Center for Strategic Communication

by Steven R. Corman

A new “strategic framework” for U.S. Public Diplomacy has at long last been released. Oddly, it is a slide show rather than a paper, but perhaps that’s because it is to be the basis for a briefing today. My colleague Phil Seib has already expressed disappointment in the new proposal:

It is so lacking in imagination, so narrow in its scope, and so insufficient in its appraisal of the tasks facing U.S. public diplomats that it is impossible to understand why its preparation took so many months.

One particular way in which this is true is the plan’s conception of narrative.

The number one objective in the strategy is to “shape the narrative.” Its authors reckon that we are not dealing effectively with new media, that inaccurate information shapes our story before we have a chance to do the shaping ourselves, and that too little information is available to audiences around the world. Accordingly it specifies the following tactics (paraphrasing):

  • Rapidly respond to inaccurate information and shape stories through engagement with international media
  • Expand platforms for shaping dialogue, communicating our perspectives and countering misinformation
  • Use new modes of communication

The slides say these goals are the first phase of developing a more detailed plan, which will be taken up by working groups. Fair enough.  But the framework will guide the way the working groups think about the problem, and the guidance seems to be based in an outdated message influence model of strategic communication that fails to take account of the rugged landscape on which U.S. public diplomacy operates.

First, the framework clearly conceives the narrative problem as one of inaccurate information. But this misses the point; narratives are not about facts, they are about how facts are framed and interpreted. Extremists work tirelessly to tie U.S. actions in the Middle East to a master narrative of the crusades. The facts of the crusades are not really in dispute. Western/Christian powers aimed to seize lands from the Arab/Muslim people–especially Jerusalem–and in doing so served their economic and political interests.

Many facts of present day U.S. actions in the Middle East resonate with this account. We provide military and economic support to Israel, which is determined to keep Jerusalem out of the hands of the Arabs. We have recently invaded an Arab country and maintain a large number of troops in the region for the purposes of protecting our interests. Our leader said in 2001 that we were on a crusade. Our soldiers have bible references inscribed on their weapons. I have first-hand reports that active duty military personnel are wearing this patch on their uniforms in Iraq, and maybe Afghanistan too. None of these facts are inaccurate.

The U.S. offers a couple of counter-narratives against the crusader portrayal. One is that we are involved in a fight between Good (represented by us) and Evil (represented by violent extremists). But one can imagine crusaders saying something similar, and the extremists simply argue that these roles are reversed.

We also say we are trying to bring democracy and freedom to the lands where we are fighting (something reiterated in the new framework). But extremist ideologues like Abu Yahiya al-Libi, Abu Muhammad al-Maqdisi, and Abu Bakr Basyir argue forcefully that democracy is a form of polytheism that is part of the crusader plot to weaken the foundations of Islam.  Thus they turn our “gift of democracy” narrative against us.

Second, “shaping the narrative” is the wrong concept to use in the new strategic framework.
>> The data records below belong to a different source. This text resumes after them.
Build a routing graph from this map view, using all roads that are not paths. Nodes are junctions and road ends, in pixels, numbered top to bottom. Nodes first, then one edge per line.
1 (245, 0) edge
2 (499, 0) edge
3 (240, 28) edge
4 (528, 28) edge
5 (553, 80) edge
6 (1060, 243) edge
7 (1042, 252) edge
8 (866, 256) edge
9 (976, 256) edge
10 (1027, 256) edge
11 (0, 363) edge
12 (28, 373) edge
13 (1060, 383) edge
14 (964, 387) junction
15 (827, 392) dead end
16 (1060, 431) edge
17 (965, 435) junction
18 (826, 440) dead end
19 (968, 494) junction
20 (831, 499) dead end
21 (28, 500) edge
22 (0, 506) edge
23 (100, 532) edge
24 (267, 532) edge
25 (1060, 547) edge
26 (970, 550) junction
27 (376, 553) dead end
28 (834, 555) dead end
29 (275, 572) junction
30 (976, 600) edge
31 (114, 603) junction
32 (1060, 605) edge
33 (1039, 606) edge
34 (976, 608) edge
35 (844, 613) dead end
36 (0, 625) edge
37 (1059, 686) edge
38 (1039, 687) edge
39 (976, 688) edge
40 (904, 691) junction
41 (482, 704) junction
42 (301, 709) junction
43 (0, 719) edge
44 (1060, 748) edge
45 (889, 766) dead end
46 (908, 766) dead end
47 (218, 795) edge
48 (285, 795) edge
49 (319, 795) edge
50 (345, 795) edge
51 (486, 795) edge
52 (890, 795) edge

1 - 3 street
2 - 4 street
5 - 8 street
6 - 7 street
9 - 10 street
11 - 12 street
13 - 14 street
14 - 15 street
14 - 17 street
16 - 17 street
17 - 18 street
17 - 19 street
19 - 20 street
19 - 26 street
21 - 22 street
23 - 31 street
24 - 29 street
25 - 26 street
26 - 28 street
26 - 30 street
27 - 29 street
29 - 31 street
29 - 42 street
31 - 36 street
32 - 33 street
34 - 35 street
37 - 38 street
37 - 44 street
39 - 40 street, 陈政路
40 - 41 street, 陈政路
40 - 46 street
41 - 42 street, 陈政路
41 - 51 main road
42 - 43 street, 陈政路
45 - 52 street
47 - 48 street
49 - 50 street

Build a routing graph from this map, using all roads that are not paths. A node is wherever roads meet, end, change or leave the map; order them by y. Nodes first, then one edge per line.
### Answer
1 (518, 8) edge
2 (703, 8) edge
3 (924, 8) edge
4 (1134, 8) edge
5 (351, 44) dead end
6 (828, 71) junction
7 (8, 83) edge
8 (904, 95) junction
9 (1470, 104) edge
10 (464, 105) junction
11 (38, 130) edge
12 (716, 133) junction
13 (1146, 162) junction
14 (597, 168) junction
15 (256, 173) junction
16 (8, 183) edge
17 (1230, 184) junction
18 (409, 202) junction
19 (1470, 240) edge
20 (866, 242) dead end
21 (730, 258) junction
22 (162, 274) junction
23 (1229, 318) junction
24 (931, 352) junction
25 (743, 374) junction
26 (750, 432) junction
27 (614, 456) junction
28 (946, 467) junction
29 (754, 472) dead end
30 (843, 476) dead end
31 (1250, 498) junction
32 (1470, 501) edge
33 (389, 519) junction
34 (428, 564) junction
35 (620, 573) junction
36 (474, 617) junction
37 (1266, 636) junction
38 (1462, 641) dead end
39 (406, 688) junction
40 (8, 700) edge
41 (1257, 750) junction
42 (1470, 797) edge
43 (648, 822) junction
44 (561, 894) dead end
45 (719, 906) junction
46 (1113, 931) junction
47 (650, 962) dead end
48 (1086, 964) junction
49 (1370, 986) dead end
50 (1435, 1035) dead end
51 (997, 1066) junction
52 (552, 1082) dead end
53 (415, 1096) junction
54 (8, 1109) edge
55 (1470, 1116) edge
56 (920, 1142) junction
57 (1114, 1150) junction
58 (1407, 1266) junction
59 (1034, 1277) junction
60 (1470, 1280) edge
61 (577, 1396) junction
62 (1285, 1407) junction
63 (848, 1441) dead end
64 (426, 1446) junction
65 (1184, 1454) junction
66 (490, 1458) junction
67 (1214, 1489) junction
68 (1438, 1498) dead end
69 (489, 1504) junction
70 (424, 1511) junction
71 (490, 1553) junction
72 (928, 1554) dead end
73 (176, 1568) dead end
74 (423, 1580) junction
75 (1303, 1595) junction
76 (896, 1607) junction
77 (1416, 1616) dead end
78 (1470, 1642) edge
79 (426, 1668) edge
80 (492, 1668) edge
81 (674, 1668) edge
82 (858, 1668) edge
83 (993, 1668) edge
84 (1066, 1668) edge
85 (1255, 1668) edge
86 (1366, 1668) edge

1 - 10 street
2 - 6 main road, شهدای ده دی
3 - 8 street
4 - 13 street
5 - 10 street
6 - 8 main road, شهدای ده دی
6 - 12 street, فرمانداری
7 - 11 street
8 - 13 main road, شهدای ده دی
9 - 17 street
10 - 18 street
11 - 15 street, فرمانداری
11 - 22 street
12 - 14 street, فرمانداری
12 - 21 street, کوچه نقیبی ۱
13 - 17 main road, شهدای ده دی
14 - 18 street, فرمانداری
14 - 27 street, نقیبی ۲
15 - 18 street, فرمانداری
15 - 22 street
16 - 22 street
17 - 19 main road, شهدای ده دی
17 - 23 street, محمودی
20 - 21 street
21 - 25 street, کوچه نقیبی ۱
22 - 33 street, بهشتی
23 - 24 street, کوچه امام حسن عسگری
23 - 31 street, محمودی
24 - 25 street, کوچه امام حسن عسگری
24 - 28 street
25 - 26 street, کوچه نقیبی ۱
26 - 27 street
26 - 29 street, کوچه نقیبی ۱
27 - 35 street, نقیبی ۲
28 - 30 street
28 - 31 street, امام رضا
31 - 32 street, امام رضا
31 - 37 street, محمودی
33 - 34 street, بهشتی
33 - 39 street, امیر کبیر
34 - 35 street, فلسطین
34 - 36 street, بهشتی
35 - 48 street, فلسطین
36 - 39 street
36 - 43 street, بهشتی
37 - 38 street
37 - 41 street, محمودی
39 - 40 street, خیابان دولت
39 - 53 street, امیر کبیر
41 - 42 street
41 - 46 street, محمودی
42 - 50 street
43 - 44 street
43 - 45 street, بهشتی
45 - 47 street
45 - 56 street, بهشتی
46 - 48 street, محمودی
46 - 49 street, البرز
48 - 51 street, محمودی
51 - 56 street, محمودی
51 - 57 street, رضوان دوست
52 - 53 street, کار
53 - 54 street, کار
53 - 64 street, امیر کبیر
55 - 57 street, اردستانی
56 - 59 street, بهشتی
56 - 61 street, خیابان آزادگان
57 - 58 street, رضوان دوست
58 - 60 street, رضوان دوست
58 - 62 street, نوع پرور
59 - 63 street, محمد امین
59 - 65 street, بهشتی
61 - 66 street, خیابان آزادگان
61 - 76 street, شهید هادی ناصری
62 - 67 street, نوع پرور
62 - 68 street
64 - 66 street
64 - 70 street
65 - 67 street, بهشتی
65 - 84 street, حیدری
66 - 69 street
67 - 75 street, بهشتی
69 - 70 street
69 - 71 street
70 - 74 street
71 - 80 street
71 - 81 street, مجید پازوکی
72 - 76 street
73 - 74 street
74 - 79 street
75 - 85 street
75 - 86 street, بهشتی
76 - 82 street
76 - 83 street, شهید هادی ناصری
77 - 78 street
It imagines that we can take an existing narrative and gradually use messages to alter its form. But in the case of the crusader narrative this is more akin to shaping a balloon. We press in one place and the balloon expands in another place to compensate. When we let go of the spot where pressure is being applied the balloon snaps back to its original shape. This happens because, as we have argued, the communication system has taken on a great deal of inertia such that new messages are readily assimilated to the existing structure.

A better goal would be to try to disrupt the existing narrative system–to pop the balloon–so a new narrative could be formed where our messages could get some purchase. With respect to the crusader narrative, a significant disruption would be some kind of breakthrough in the Israeli-Palestinian conflict that would demonstrate that we are no longer complicit in the long-term project of the crusades. Needless to say, that is a tough nut to crack. But such is the nature of the challenge, and this or something like it is the only realistic way of changing the narrative.

Finally, the strategic framework seems to rely heavily on the idea of mastering the means of transmitting messages. It calls for better application of the tools of marketing, better utilization of new media platforms and social networking technologies, and better coordinated communication efforts. None of these are bad ideas in themselves. But they imply that the main problem is that we are not good enough at sending messages through newly available channels. If we could only do this better we would be more successful at shaping narratives. Yet in the absence of a more fundamental change in our communication strategy it is unlikely to do much good. Indeed it could make things worse if we more efficiently deliver messages that can be assimilated to the crusader narrative.

The narrative gap in the new stragegic framework lies in its assumptions that the problems are inaccurate information, lack of  shaping efforts, and inadequate use of media channels. In reailty the problems are that existing facts resonate better in the target audience with a crusader narrative than the alternatives we are offering, that the communication system is locked in a pattern of iterpretation that favors the extremists, and that just doing a better job of sending messages will do nothing to change things.